Since $\mathbb{E}\exp(\xi X) = \exp(\xi^2/2)$ for all $\xi \geq 0$, it follows by differentiation (w.r.t. $\xi$) that $X$ has the same moments as the standard Gaussian distribution, i.e.

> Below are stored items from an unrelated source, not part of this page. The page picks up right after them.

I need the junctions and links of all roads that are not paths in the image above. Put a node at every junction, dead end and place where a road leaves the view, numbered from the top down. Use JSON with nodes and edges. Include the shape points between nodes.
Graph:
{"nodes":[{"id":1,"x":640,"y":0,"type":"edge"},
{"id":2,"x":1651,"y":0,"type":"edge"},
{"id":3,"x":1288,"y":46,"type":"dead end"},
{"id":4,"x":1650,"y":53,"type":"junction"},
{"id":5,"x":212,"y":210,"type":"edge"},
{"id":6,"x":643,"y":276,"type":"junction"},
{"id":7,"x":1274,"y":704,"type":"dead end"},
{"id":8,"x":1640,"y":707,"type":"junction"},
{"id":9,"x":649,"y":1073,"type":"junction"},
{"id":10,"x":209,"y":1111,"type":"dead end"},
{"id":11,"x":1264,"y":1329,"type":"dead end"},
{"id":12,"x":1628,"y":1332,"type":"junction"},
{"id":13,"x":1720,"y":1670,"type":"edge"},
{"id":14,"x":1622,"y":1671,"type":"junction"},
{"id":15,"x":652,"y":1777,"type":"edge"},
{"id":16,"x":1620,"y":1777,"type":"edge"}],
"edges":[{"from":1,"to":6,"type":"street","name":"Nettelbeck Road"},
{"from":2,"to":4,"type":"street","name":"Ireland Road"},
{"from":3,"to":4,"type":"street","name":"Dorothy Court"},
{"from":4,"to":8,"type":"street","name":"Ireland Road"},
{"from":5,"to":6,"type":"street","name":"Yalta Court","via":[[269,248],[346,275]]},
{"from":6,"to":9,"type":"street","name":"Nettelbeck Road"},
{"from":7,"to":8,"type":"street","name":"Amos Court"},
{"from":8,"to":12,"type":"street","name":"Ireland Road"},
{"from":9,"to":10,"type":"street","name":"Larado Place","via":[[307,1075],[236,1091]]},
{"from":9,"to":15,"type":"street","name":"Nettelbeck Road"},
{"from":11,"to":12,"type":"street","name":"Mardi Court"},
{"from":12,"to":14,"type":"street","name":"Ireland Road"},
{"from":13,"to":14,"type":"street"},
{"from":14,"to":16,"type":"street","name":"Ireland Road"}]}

$$\mathbb{E}(X^n) =\mathbb{E}(U^n)\tag{1}$$
for all $n \in \mathbb{N}$, where $U \sim N(0,1)$ is standard Gaussian. In particular, $$\mathbb{E}(|X|^{2n}) =\mathbb{E}(|U|^{2n}), \qquad n \in \mathbb{N}. \tag{2}$$ Noting that
$$\mathbb{E}(|X|^{2n+1}) \leq 1+ \mathbb{E}(|X|^{2n+2}),\tag{3}$$
we get
\begin{align*} \mathbb{E}\exp(|\xi| \cdot |X|) &= \mathbb{E} \left( \sum_{k=0}^{\infty} \frac{|\xi|^k \, |X|^k}{k!} \right) \\ &= \sum_{n=0}^{\infty} \frac{|\xi|^{2n+1} \mathbb{E}(|X|^{2n+1})}{(2n+1)!} + \sum_{n=0}^{\infty} \frac{|\xi|^{2n} \mathbb{E}(|X|^{2n})}{(2n)!} \\ &\stackrel{(3)}{\leq} \sum_{n=0}^{\infty} \frac{|\xi|^{2n+1}}{(2n+1)!} +\frac{1}{|\xi|} \sum_{n=0}^{\infty} \underbrace{(2n+2)}_{\leq 2^{(2n+2)}} \frac{|\xi|^{2n+2} \mathbb{E}(|X|^{2n+2})}{(2n+2)!} + \sum_{n=0}^{\infty} \frac{|\xi|^{2n} \mathbb{E}(|X|^{2n})}{(2n)!} \\ &\stackrel{(2)}{\leq} \exp(|\xi|) + \frac{1}{|\xi|} \mathbb{E}\exp(2|\xi| \cdot |U|) + \mathbb{E}\exp(|\xi| \cdot |U|)<\infty \end{align*}
for all $\xi \neq 0$. Now take some $\xi> 0$. Because of the above estimate, the dominated convergence theorem gives
$$\mathbb{E}\exp(-\xi X) =\mathbb{E}\exp \left( \sum_{k=0}^{\infty} \frac{(-\xi)^k}{k!} X^k \right) \stackrel{\text{dom. conv.}}{=} \sum_{k=0}^{\infty} \frac{(-\xi)^k}{k!} \mathbb{E}(X^k).$$
Hence, by $(1)$,
$$\mathbb{E}\exp(-\xi X) = \sum_{k=0}^{\infty} \frac{(-\xi)^k}{k!} \mathbb{E}(U^k) = \mathbb{E}\exp(-\xi U) = \exp(\xi^2/2).$$
Consequently, $\mathbb{E}\exp(\xi X)=\exp(\xi^2/2)$ for all $\xi \in \mathbb{R}$, which implies $X \sim N(0,1)$.